Biden is Right: You Shouldn’t Pay a Higher Tax Rate Than Billionaires
The president renewed his call for a minimum tax on billionaires. If Congress won’t listen, states should.In his third State of the Union address, President Joe Biden renewed his call for a billionaire minimum income tax, demanding Congress take action on a broken tax system that rewards wealth over work.
“Pass my proposal for a billionaire minimum tax,” Biden proclaimed. “Because no billionaire should pay a lower tax rate than a school teacher or a firefighter.”
Since the pandemic began in March 2020, U.S. billionaire wealth has increased by a staggering $1.5 trillion to a collective $4.48 trillion. Many of those huge billionaires’ gains will go untaxed under current rules — and will disappear entirely for tax purposes when they’re passed onto the next generation.
Under the billionaire minimum income tax, billionaires would pay a tax rate of at least 20 percent on their full income, including unrealized appreciation, just like workers pay taxes on their paychecks each year.
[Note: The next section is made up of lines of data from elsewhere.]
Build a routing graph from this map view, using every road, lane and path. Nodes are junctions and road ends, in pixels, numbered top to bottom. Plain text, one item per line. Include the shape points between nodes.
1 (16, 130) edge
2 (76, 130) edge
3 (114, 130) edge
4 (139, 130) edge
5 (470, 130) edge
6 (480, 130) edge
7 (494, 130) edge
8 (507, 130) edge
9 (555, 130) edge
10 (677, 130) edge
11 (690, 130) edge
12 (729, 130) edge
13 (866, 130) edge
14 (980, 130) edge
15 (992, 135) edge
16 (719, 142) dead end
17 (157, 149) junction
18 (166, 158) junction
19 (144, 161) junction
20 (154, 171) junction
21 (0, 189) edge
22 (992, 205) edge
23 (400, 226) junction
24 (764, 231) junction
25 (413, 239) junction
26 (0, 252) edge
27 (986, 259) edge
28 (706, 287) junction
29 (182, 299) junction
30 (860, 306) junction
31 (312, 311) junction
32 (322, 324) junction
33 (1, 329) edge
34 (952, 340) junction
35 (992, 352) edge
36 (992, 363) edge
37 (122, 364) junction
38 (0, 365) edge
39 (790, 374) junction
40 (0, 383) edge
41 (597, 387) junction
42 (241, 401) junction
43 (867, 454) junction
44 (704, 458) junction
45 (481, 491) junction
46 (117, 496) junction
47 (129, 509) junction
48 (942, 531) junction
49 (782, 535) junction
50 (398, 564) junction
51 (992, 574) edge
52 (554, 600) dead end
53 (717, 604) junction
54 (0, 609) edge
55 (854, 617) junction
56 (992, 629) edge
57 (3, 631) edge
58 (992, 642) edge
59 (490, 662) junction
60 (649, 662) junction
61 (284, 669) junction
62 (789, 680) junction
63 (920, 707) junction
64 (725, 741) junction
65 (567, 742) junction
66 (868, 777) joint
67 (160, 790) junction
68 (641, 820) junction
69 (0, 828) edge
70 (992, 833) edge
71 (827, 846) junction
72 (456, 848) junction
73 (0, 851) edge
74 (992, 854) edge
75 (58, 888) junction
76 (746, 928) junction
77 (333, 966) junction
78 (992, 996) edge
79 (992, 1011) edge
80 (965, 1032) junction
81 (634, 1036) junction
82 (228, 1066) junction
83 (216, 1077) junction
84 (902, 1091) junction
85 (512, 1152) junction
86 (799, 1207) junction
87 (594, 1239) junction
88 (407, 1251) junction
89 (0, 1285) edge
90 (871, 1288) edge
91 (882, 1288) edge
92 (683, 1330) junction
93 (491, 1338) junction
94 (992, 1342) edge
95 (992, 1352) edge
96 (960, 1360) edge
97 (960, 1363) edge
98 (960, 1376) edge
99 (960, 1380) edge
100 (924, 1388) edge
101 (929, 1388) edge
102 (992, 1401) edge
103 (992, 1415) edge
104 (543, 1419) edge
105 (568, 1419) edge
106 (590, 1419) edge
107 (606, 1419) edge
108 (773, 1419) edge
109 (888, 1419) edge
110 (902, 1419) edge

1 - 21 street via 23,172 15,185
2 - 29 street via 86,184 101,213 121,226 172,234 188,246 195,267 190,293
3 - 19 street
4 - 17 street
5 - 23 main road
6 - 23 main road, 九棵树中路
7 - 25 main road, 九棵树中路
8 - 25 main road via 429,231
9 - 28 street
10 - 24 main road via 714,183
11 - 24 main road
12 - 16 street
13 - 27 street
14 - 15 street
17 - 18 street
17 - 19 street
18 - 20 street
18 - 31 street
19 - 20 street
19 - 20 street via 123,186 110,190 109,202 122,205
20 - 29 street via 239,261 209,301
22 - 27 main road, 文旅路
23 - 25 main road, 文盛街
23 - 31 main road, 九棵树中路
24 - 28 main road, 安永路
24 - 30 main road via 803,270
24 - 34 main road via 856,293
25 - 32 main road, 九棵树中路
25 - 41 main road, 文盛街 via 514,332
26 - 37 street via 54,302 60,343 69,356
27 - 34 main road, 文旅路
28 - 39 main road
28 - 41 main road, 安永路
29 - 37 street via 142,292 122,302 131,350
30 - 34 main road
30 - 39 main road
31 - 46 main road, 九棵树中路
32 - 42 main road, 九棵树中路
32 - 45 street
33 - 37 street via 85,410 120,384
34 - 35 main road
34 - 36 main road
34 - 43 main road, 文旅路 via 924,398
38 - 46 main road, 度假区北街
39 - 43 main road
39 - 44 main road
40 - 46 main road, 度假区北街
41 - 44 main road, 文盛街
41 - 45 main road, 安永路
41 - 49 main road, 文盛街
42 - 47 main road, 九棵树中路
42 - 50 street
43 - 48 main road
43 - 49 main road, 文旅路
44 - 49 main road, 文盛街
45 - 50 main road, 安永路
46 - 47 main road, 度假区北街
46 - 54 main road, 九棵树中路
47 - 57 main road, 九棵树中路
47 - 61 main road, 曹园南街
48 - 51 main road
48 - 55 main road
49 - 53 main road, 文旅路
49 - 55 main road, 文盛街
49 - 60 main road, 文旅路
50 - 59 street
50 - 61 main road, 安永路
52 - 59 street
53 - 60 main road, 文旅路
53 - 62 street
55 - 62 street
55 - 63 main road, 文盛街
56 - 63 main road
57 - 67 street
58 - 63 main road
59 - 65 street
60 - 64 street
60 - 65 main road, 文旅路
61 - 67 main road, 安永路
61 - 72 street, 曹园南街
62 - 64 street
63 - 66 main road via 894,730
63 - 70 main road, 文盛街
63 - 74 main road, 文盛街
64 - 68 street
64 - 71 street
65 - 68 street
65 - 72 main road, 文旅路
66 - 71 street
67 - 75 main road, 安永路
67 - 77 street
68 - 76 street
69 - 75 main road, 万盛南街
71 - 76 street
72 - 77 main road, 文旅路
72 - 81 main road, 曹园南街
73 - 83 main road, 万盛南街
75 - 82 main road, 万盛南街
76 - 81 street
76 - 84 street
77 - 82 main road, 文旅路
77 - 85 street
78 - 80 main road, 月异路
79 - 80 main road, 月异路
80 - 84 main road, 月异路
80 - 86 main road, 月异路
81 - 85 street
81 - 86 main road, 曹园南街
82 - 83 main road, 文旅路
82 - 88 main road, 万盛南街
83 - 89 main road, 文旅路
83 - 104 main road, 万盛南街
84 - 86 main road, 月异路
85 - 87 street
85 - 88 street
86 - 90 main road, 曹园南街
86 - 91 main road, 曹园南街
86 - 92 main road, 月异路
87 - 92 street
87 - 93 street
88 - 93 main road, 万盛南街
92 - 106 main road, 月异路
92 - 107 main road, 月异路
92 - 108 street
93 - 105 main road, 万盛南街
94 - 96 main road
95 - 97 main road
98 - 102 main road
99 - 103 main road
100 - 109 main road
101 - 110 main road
According to the White House, the tax will apply only to the top 0.01 percent of American households, which currently includes those worth over $100 million. Over half of the revenue generated from the tax will come from households worth more than $1 billion.
And while Republicans are eyeing cuts to Medicare and Social Security as a means to address the federal deficit, a billionaire minimum income tax would not only make America’s tax code fairer. White House officials estimate it would reduce the deficit by about $360 billion over the next decade.
The U.S. has no shortage of wealthy tax cheats in need of fair taxing. The 20 percent minimum income tax proposed by Biden is a 12 percentage point increase from the average 8 percent tax rate those high earners currently pay, assuming they pay anything at all.
In 2021, a ProPublica investigation revealed how little in taxes the wealthiest Americans actually pay. In 2018, for example, Elon Musk—until very recently the richest man in the world—paid no federal income tax. A school teacher, like those in West Virginia who went on strike for higher pay that year, paid an estimated federal income tax rate of 22 percent.
While public support for a billionaire minimum income tax is very strong, the probability of it passing a Republican-controlled House of Representatives is highly unlikely given the GOP’s aversion to targeting the pockets of their most generous donors.
But federal gridlock provides state governments an opportunity to take income inequality into their own hands.
Voters in Massachusetts, for example, recently elected to amend their state’s constitution to levy a 4 percent surtax on all individuals with annual income of one million dollars or more. The Fair Share Amendment—or “millionaire’s tax,” as it is known colloquially—is expected to generate an additional $1.2 billion to $2 billion per year, which the commonwealth plans to invest in public education and transportation.
Similar wealth tax proposals are on the table in other states across the country, including California, Connecticut, Hawaii, Illinois, Maryland, New York, and Washington.
The astonishing, unequal wealth gains amid a global pandemic renewed public appetite for increasing taxes on billionaires—a significant majority of Americans believe billionaires are taxed too little.
If Congress won’t take action, state governments should make good on President Biden’s proposals and take meaningful steps towards rebalancing the tax code. Let’s ensure that everyone, including the ultra-wealthy, pay their fair share.